Photosynthetic Pigments Types
Primary Light-Harvesting Pigment – Chlorophyll a
Chlorophyll a plays a pivotal role in oxygenic photosynthesis. It is surrounded by the reaction centers of Photosystem I and II (PSI and PSII), where it takes part in the process of photochemical conversion of light energy into chemical energy. The structural characterization of chlorophyll a is a porphyrin ring with a Magnesium ion in the center and a hydrophobic phytol tail that is embedded into the thylakoid membrane. It reflects green colour, and filters out blue-violet (approximately 430 nm) and red light (approximately 662 nm). Energy that reaches accessory pigments is directed to chlorophyll a, which triggers charge separation, giving rise to electron transport.

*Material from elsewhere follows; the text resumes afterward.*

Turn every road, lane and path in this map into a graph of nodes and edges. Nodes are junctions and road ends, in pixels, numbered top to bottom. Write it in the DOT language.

Accessory Chlorophylls b, c, d, and f
Accessory pigments are associated pigments to chlorophyll a, with slightly different absorption properties, and allow the organism to absorb more light wavelengths. These pigments do not have direct involvement in the photochemical reactions but absorb energy that is later passed to the chlorophyll a in the reaction center.
Chlorophyll b
In green algae and higher plants, chlorophyll b is present. It takes up more blue light and the red-orange range of wavelengths (455-470 nm) than chlorophyll a, and extends the light-absorbing range further. It plays a crucial role in the adaptation of land plants to low-light conditions, e.g., in the forest floor.
Chlorophyll c
In several algae, including diatoms, dinoflagellates, and brown algae, chlorophyll b is replaced with chlorophyll c. In contrast to chlorophyll b, it does not have a phytol tail and has a higher light absorbance in the blue-green region (447-452 nm).
Chlorophyll d
Chlorophyll d occurs mainly in some red algae (e.g., Acaryochloris marina) and can absorb far-red light (~710 nm), in contrast to chlorophyll a. This enables the organism to sustain photosynthesis in deeper or shaded regions of aquatic environments, where red light penetrates more effectively.

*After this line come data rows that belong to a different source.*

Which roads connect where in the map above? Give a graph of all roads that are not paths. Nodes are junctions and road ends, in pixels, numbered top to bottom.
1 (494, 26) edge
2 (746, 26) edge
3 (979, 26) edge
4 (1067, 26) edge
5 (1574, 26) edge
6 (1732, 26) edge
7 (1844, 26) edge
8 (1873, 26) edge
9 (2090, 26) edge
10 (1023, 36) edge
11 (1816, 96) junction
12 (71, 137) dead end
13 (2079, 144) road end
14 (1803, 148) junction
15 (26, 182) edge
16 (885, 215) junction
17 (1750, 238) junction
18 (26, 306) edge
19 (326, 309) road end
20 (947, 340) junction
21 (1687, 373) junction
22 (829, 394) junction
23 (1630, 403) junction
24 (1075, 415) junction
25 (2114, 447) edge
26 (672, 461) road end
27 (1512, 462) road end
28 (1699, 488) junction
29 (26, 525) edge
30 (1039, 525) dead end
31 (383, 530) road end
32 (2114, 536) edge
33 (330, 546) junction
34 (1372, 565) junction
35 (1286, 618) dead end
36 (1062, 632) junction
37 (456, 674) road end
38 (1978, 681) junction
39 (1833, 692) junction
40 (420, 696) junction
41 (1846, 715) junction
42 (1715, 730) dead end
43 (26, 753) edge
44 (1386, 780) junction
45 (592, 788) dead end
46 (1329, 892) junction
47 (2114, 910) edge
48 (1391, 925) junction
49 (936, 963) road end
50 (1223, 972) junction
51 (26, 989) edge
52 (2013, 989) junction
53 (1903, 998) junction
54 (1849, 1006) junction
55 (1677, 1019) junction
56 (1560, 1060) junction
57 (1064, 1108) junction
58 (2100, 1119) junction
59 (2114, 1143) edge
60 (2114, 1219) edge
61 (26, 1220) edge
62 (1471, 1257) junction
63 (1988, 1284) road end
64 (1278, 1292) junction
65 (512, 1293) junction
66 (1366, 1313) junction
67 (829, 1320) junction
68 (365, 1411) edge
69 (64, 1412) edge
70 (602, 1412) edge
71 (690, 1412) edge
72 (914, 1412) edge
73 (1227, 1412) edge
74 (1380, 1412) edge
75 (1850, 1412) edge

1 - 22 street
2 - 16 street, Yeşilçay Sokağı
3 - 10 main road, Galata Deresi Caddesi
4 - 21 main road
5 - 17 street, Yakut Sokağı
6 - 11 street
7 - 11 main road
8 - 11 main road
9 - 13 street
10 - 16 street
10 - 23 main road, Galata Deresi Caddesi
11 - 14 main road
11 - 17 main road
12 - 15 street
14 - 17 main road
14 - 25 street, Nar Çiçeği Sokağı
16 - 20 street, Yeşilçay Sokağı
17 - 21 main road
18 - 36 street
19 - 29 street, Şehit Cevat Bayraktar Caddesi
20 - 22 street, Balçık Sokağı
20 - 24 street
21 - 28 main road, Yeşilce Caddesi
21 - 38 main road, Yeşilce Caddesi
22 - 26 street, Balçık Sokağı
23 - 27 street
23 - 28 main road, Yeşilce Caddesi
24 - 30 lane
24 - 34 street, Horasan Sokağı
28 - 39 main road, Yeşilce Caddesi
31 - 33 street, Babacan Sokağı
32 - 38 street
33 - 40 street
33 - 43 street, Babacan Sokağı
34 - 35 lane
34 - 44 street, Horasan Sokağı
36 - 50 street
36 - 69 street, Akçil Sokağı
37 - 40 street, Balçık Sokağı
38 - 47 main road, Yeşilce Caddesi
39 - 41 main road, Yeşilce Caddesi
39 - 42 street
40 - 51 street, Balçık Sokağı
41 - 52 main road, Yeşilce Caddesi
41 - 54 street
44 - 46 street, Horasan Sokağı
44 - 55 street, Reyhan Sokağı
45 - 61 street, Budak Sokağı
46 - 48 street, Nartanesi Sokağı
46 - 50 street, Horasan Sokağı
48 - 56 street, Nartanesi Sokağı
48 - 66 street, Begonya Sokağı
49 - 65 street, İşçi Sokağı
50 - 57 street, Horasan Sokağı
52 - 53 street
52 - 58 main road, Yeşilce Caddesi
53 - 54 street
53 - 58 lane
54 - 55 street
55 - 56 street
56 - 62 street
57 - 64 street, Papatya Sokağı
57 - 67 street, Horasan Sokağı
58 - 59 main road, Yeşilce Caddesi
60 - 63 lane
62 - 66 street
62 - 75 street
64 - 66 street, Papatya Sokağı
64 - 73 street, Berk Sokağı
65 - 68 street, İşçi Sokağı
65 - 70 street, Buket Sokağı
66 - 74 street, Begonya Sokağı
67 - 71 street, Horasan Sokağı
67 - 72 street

Chlorophyll f– Chlorophyll f was identified in 2010 and can be found in some cyanobacteria, where it uses infrared light up to 750 nm. It is used in oxygenic photosynthesis processes, which take place in the absence of full sunlight, and could be enhanced to improve photosynthesis in crop engineering. Such pigments enable photosynthetic organisms to grow under a wide range of suboptimal lighting conditions by efficiently harvesting and transferring energy to the reaction centers.
Carotenoids
Most photosynthetic organisms, such as higher plants, algae, and cyanobacteria, possess carotenoids as accessory pigments. They are tetraterpenoids, which are tuberculiphycocyanin and lipid-soluble molecules, accumulated in the thylakoid membranes.
Carotene is the most common carotenoid in the plant kingdom and algae. It is known to absorb light in blue and blue-green parts (400-500 nm) and to give up this to chlorophyll a. The conjugated double-bond system of the molecule is the cause of its light absorption and antioxidant activity.

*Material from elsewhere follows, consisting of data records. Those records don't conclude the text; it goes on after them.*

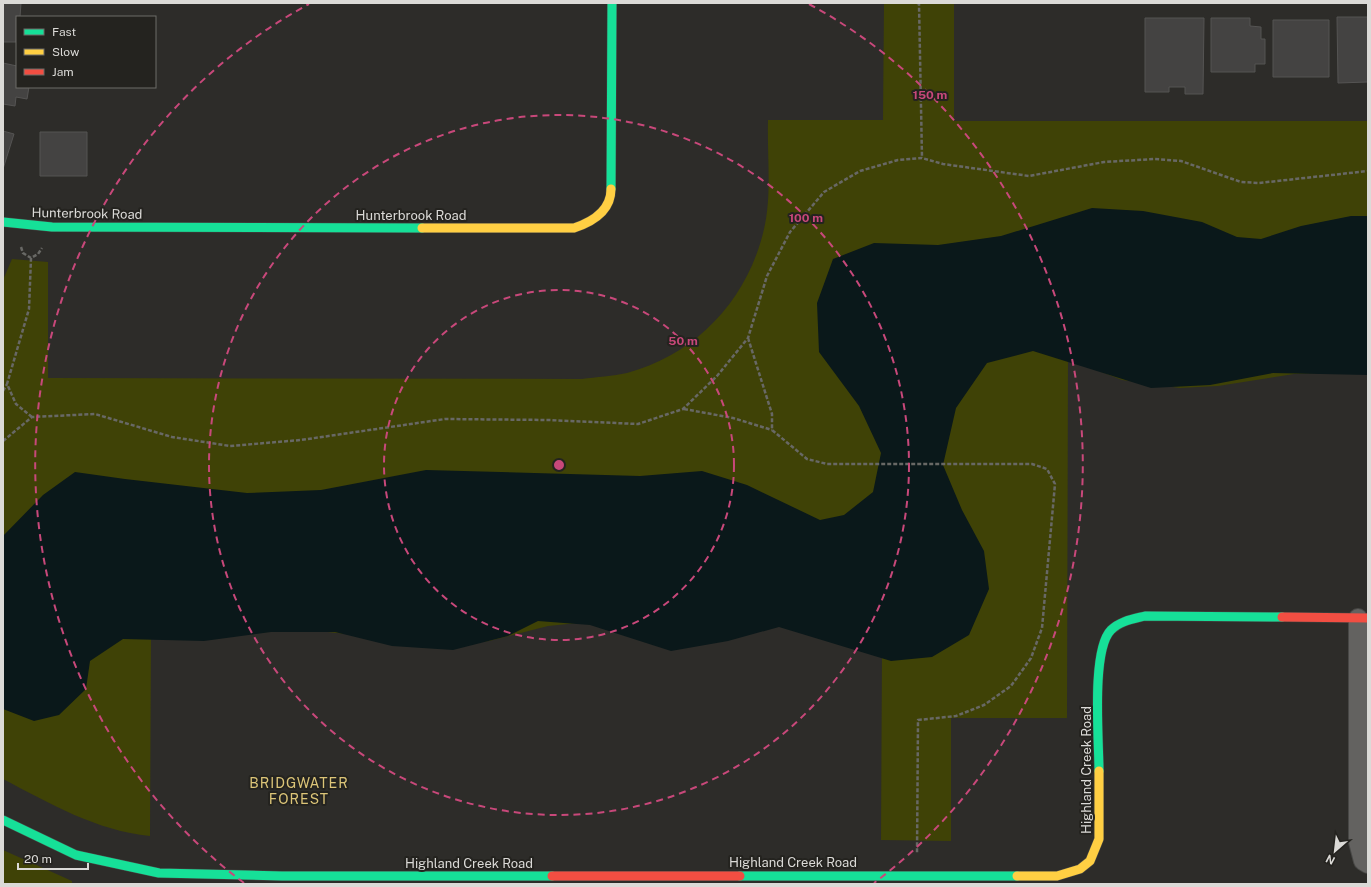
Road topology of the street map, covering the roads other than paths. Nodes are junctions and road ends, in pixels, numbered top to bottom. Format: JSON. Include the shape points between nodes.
{"nodes":[{"id":1,"x":612,"y":3,"type":"edge"},
{"id":2,"x":3,"y":222,"type":"edge"},
{"id":3,"x":1363,"y":618,"type":"edge"},
{"id":4,"x":3,"y":820,"type":"edge"},
{"id":5,"x":1368,"y":864,"type":"edge"},
{"id":6,"x":234,"y":879,"type":"edge"},
{"id":7,"x":281,"y":880,"type":"edge"}],
"edges":[{"from":1,"to":2,"type":"street","name":"Hunterbrook Road","via":[[611,193],[608,205],[590,223],[574,228],[43,227]]},
{"from":3,"to":5,"type":"street","via":[[1358,842],[1363,861]]},
{"from":3,"to":7,"type":"street","name":"Highland Creek Road","via":[[1145,616],[1127,619],[1112,629],[1101,644],[1099,664],[1099,839],[1095,855],[1081,871],[1057,876]]},
{"from":4,"to":6,"type":"street","name":"Highland Creek Road","via":[[76,855],[159,873]]},
{"from":6,"to":7,"type":"street","name":"Highland Creek Road"}]}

Other carotenoids include alpha-carotene, lycopene, and phytoene, all of which serve similar roles.
The functions of carotenoids are:
Photoprotection: They prevent photo-oxidative damage by reducing the chlorophyll molecule.
Structural stability: Carotenoids also stabilize general protein complexes such as LHCII.
Antioxidant activity: They act as a shield against oxidative attack, in a manner that they scavenge the reactive oxygen species (ROS).
Carotenoids have essential roles in plant survival under extreme light conditions and in response to oxidative stress, and they are under investigation in terms of crop resilience.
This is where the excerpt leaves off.